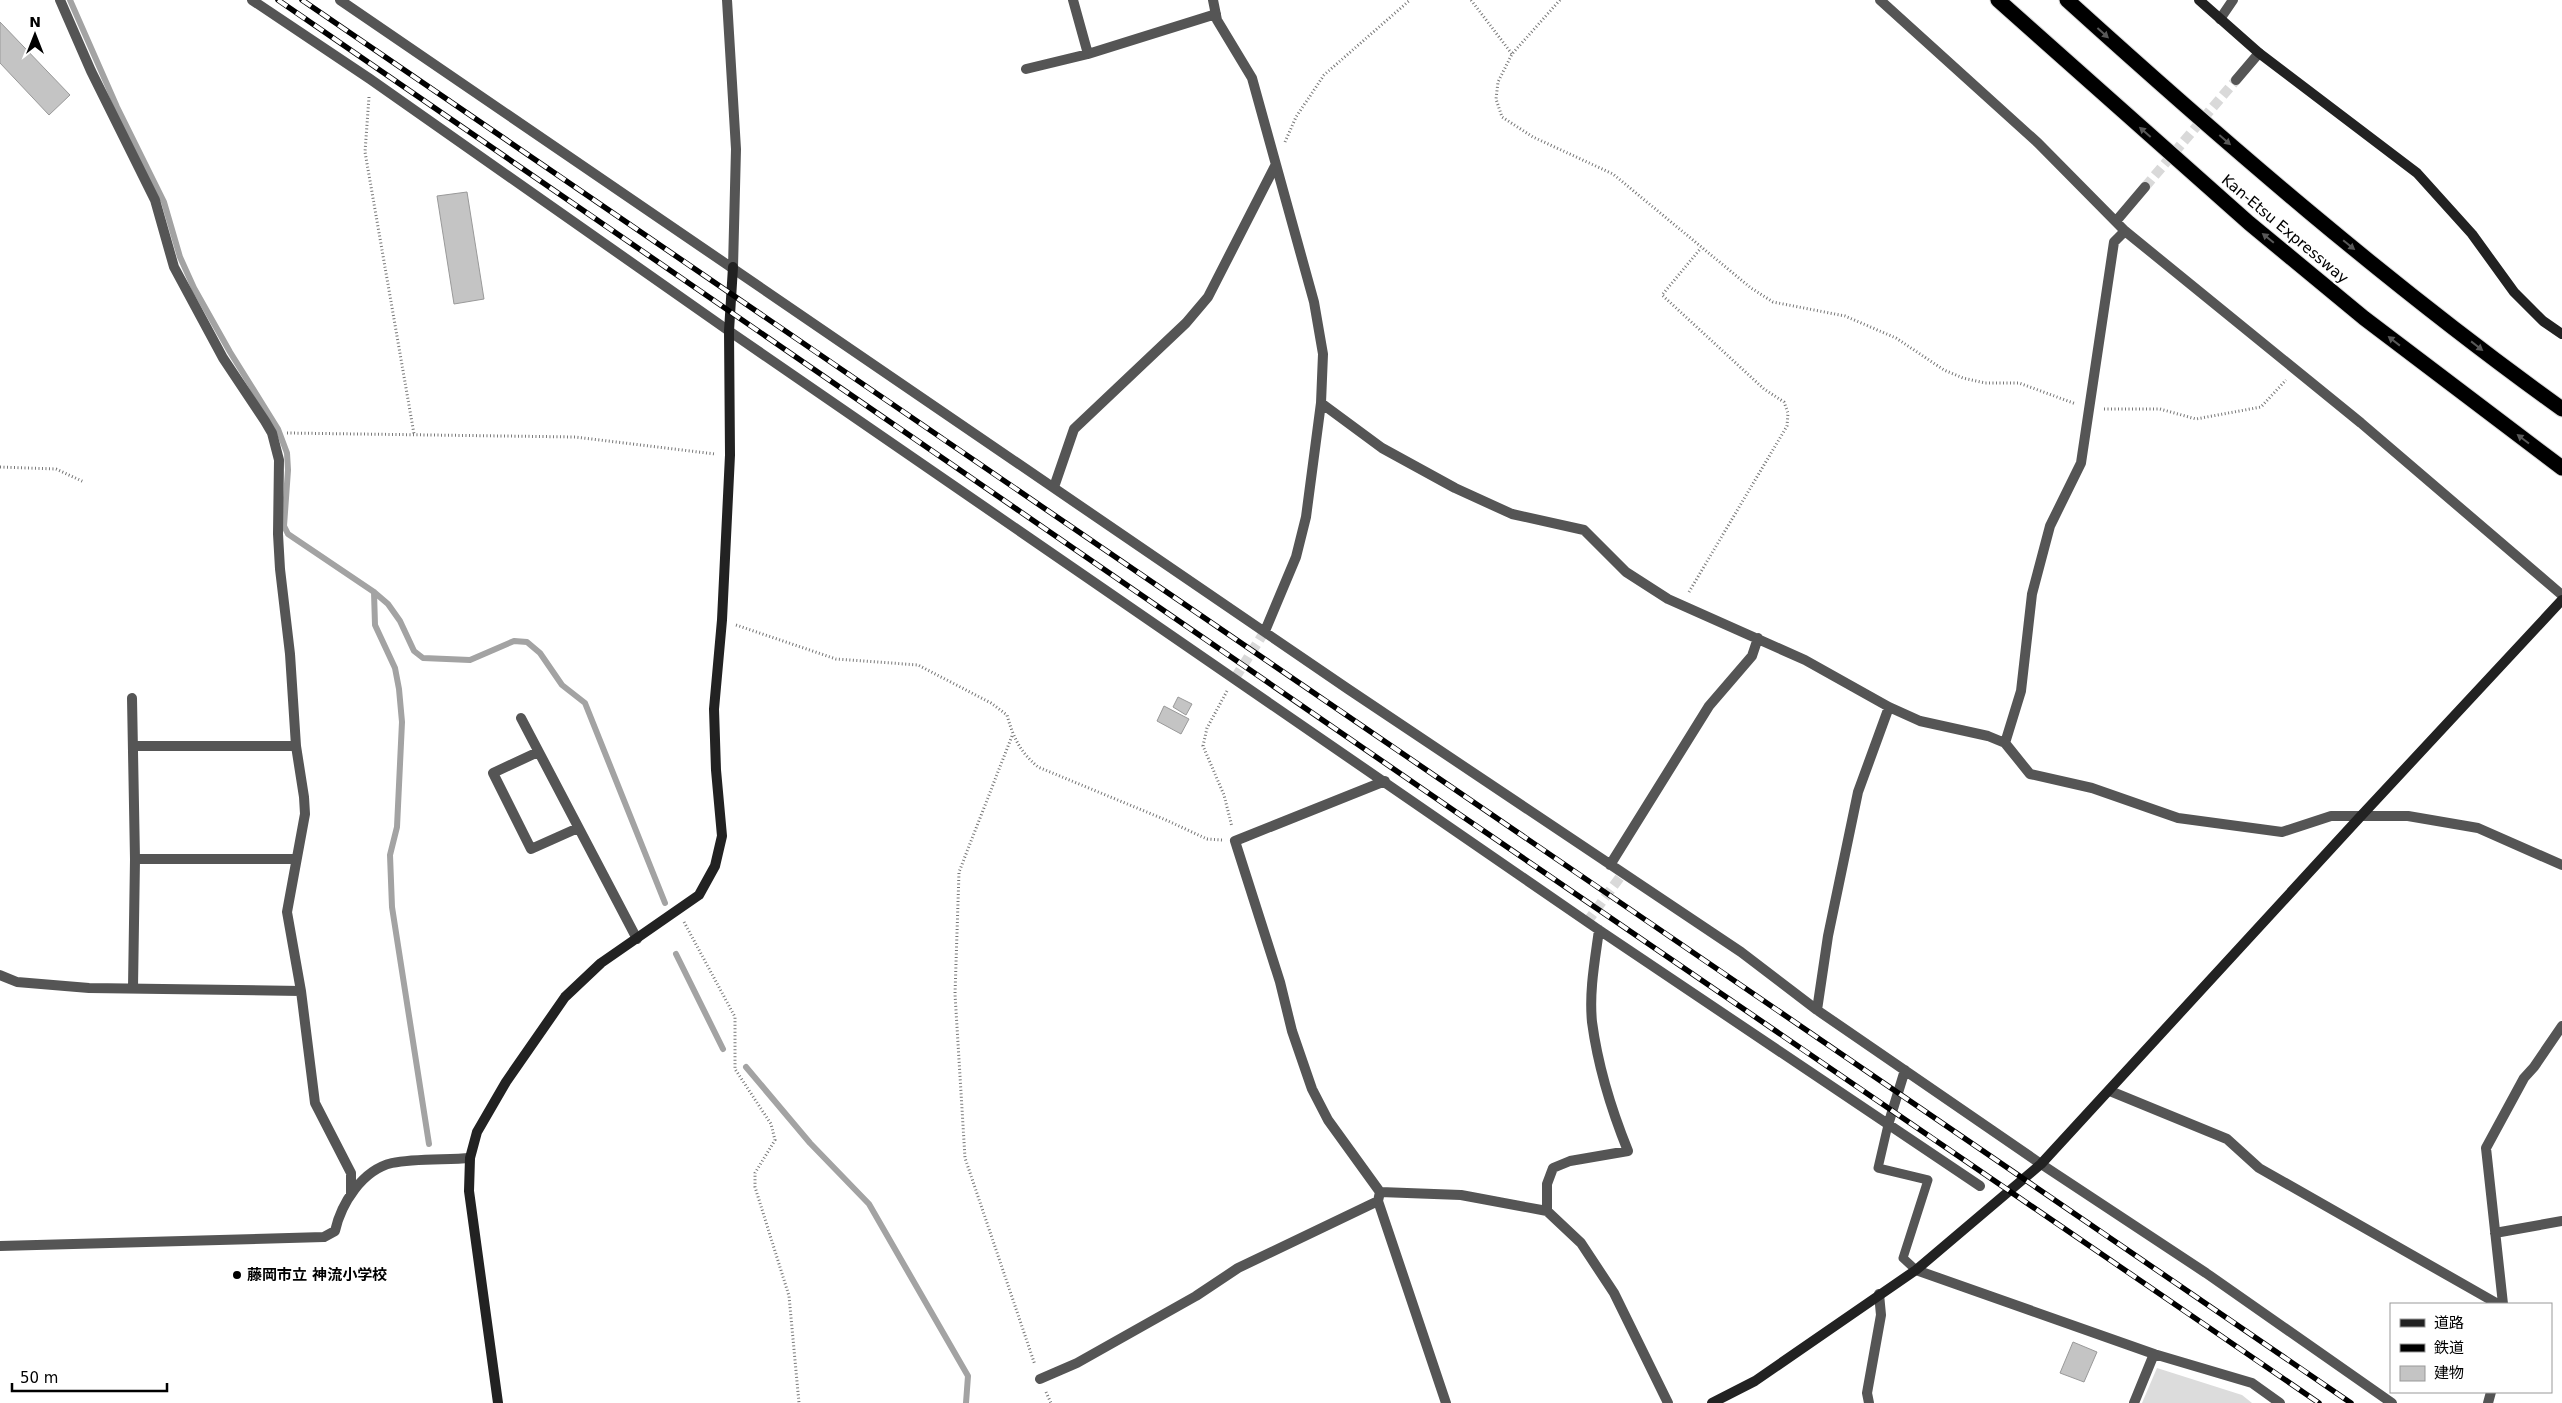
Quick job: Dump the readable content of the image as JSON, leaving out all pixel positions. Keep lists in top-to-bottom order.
{
  "streets": {
    "highway": ["Kan-Etsu Expressway"]
  },
  "places": ["藤岡市立 神流小学校"],
  "legend": ["道路", "鉄道", "建物"],
  "scale_bar": "50 m",
  "north": "top"
}
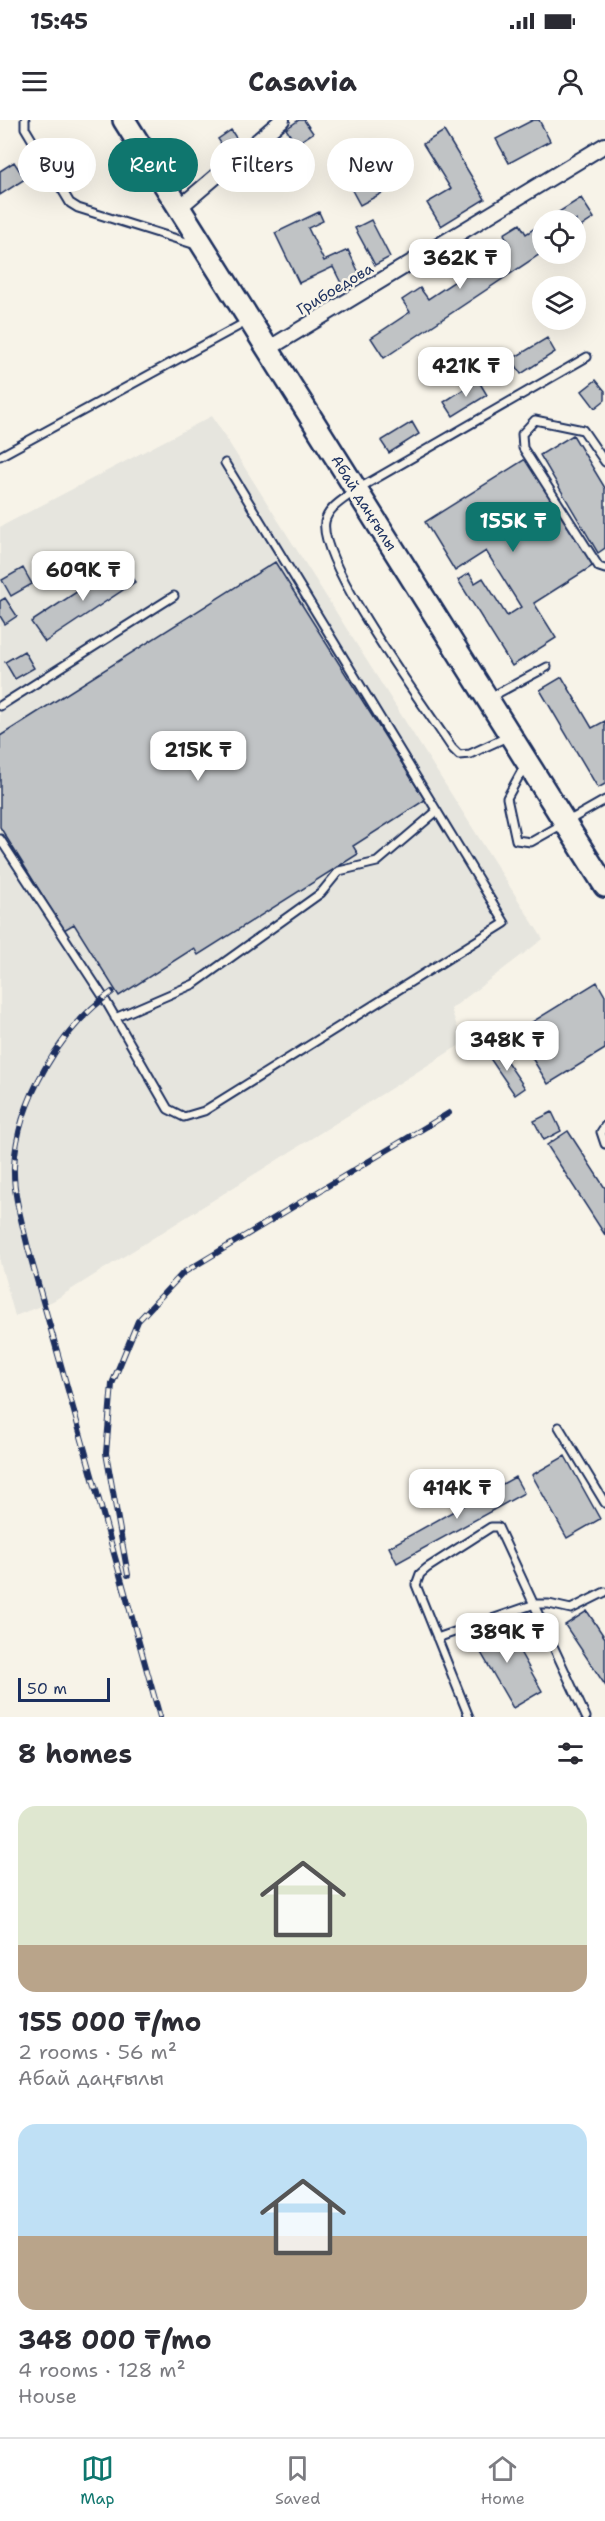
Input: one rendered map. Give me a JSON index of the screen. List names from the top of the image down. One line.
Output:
{"streets":{"main road":["Абай даңғылы"],"street":["Грибоедова"]},"crossings":[["Грибоедова","Абай даңғылы"]],"scale_bar":"50 m","page":{"status":"15:45","header":"Casavia","chip":["Buy","Rent","Filters","New"],"price":["362K ₸","421K ₸","155K ₸","609K ₸","215K ₸","348K ₸","414K ₸","389K ₸"],"scale":"50 m","heading":"8 homes","list":[{"name":"155 000 ₸/mo","note":"2 rooms · 56 m² · Абай даңғылы"},{"name":"348 000 ₸/mo","note":"4 rooms · 128 m² · House"}],"tabs":["Map","Saved","Home"]}}
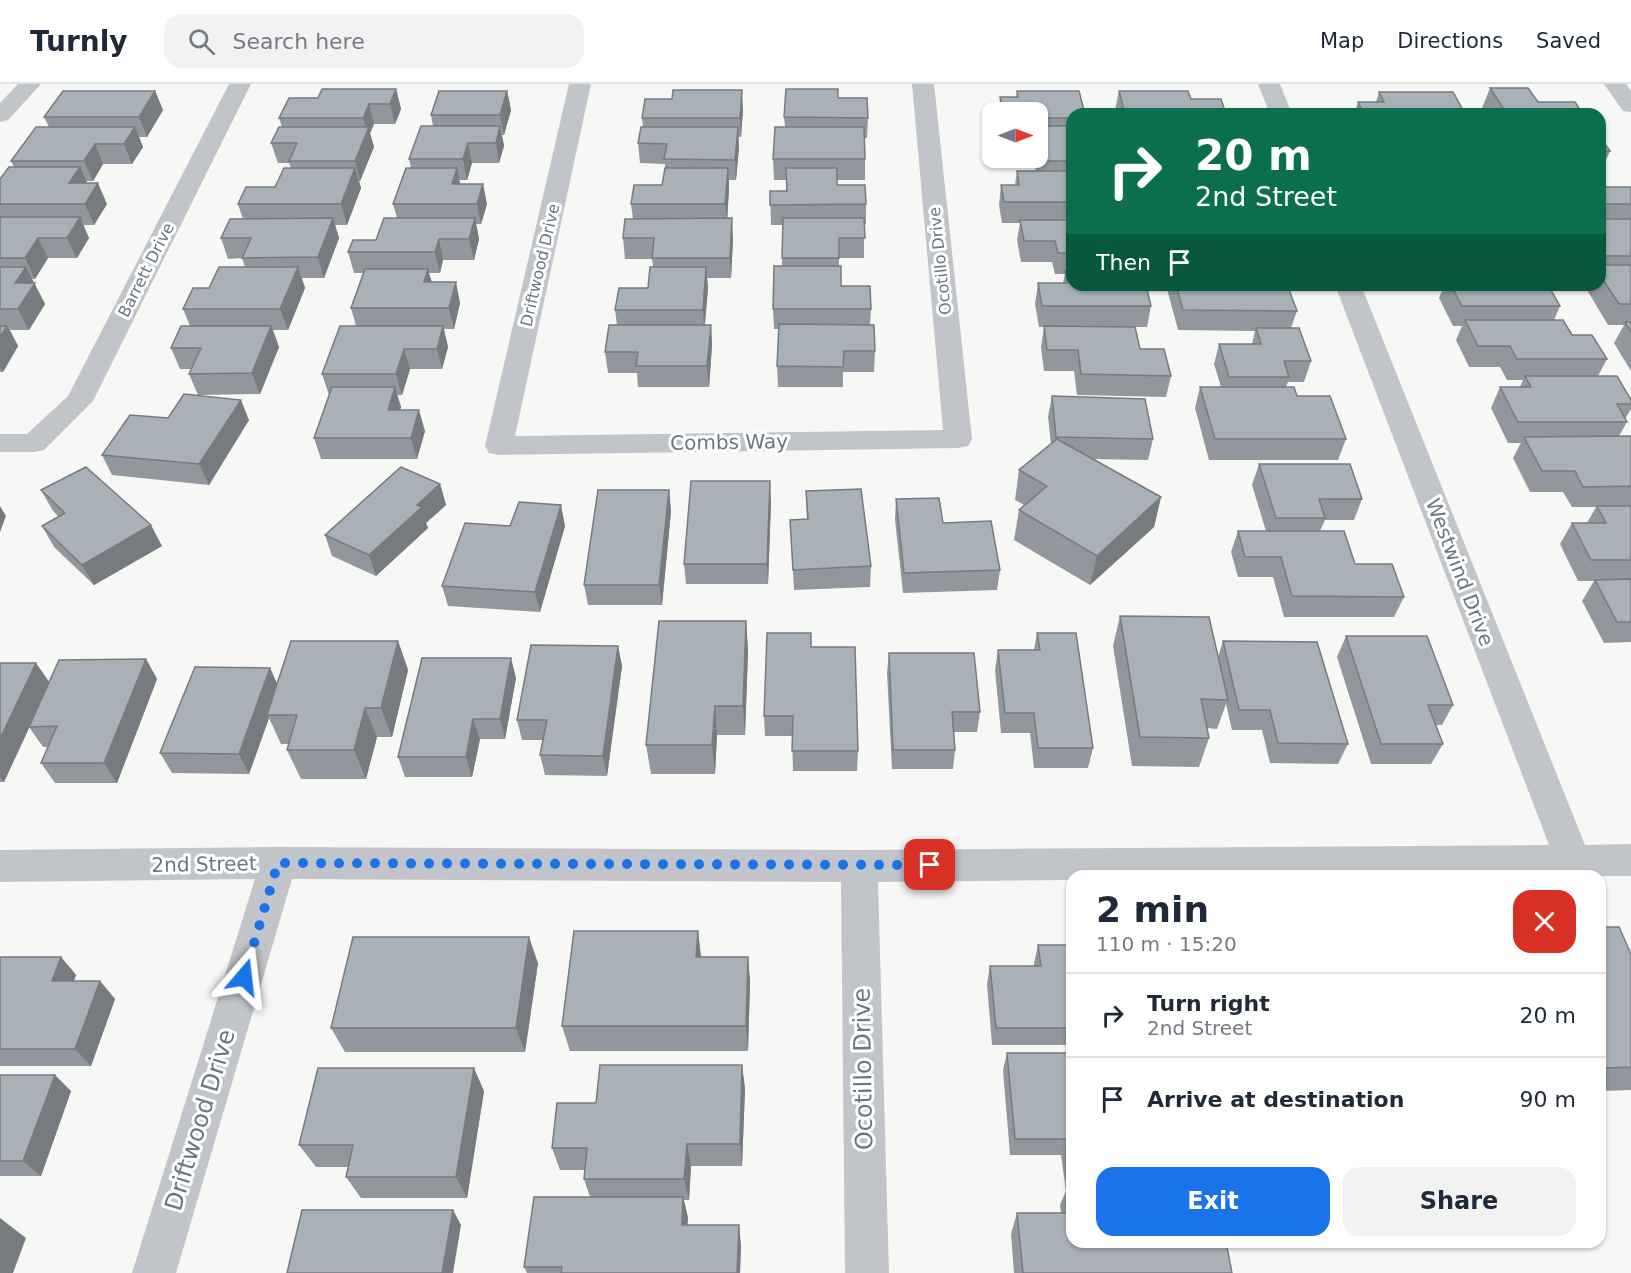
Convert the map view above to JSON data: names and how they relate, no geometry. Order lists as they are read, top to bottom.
{
  "streets": {
    "street": [
      "Ocotillo Drive",
      "Driftwood Drive",
      "Barrett Drive",
      "Combs Way",
      "Westwind Drive",
      "2nd Street"
    ]
  },
  "crossings": [
    ["Ocotillo Drive", "Combs Way"],
    ["Ocotillo Drive", "2nd Street"],
    ["Driftwood Drive", "Combs Way"],
    ["Driftwood Drive", "2nd Street"],
    ["Westwind Drive", "2nd Street"]
  ],
  "north": "right",
  "page": {
    "header": "Turnly",
    "search": "Search here",
    "nav": ["Map", "Directions", "Saved"],
    "turn": ["20 m", "2nd Street"],
    "then": "Then",
    "heading": ["2 min", "110 m · 15:20"],
    "list": [
      {
        "name": "Turn right",
        "note": "2nd Street",
        "value": "20 m"
      },
      {
        "name": "Arrive at destination",
        "value": "90 m"
      }
    ],
    "buttons": ["Exit", "Share"]
  }
}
☆ ☆ ☆ ☆
EXERCISE DESCRIPTION =
Without including any picture, reproduce the material above word for word.

EXERCISE RESPONSE =
Quick job: Dump the readable content of the image as JSON, leaving out all pixel positions. Keep lists in top-to-bottom order.
{
  "streets": {
    "highway": ["Kan-Etsu Expressway"]
  },
  "places": ["藤岡市立 神流小学校"],
  "legend": ["道路", "鉄道", "建物"],
  "scale_bar": "50 m",
  "north": "top"
}
Input: one rendered map. Give me a JSON index of the screen. List names from the top of the image down. One line.
Output:
{"streets":{"main road":["Абай даңғылы"],"street":["Грибоедова"]},"crossings":[["Грибоедова","Абай даңғылы"]],"scale_bar":"50 m","page":{"status":"15:45","header":"Casavia","chip":["Buy","Rent","Filters","New"],"price":["362K ₸","421K ₸","155K ₸","609K ₸","215K ₸","348K ₸","414K ₸","389K ₸"],"scale":"50 m","heading":"8 homes","list":[{"name":"155 000 ₸/mo","note":"2 rooms · 56 m² · Абай даңғылы"},{"name":"348 000 ₸/mo","note":"4 rooms · 128 m² · House"}],"tabs":["Map","Saved","Home"]}}
Convert the map view above to JSON data: names and how they relate, no geometry. Order lists as they are read, top to bottom.
{
  "streets": {
    "street": [
      "Ocotillo Drive",
      "Driftwood Drive",
      "Barrett Drive",
      "Combs Way",
      "Westwind Drive",
      "2nd Street"
    ]
  },
  "crossings": [
    ["Ocotillo Drive", "Combs Way"],
    ["Ocotillo Drive", "2nd Street"],
    ["Driftwood Drive", "Combs Way"],
    ["Driftwood Drive", "2nd Street"],
    ["Westwind Drive", "2nd Street"]
  ],
  "north": "right",
  "page": {
    "header": "Turnly",
    "search": "Search here",
    "nav": ["Map", "Directions", "Saved"],
    "turn": ["20 m", "2nd Street"],
    "then": "Then",
    "heading": ["2 min", "110 m · 15:20"],
    "list": [
      {
        "name": "Turn right",
        "note": "2nd Street",
        "value": "20 m"
      },
      {
        "name": "Arrive at destination",
        "value": "90 m"
      }
    ],
    "buttons": ["Exit", "Share"]
  }
}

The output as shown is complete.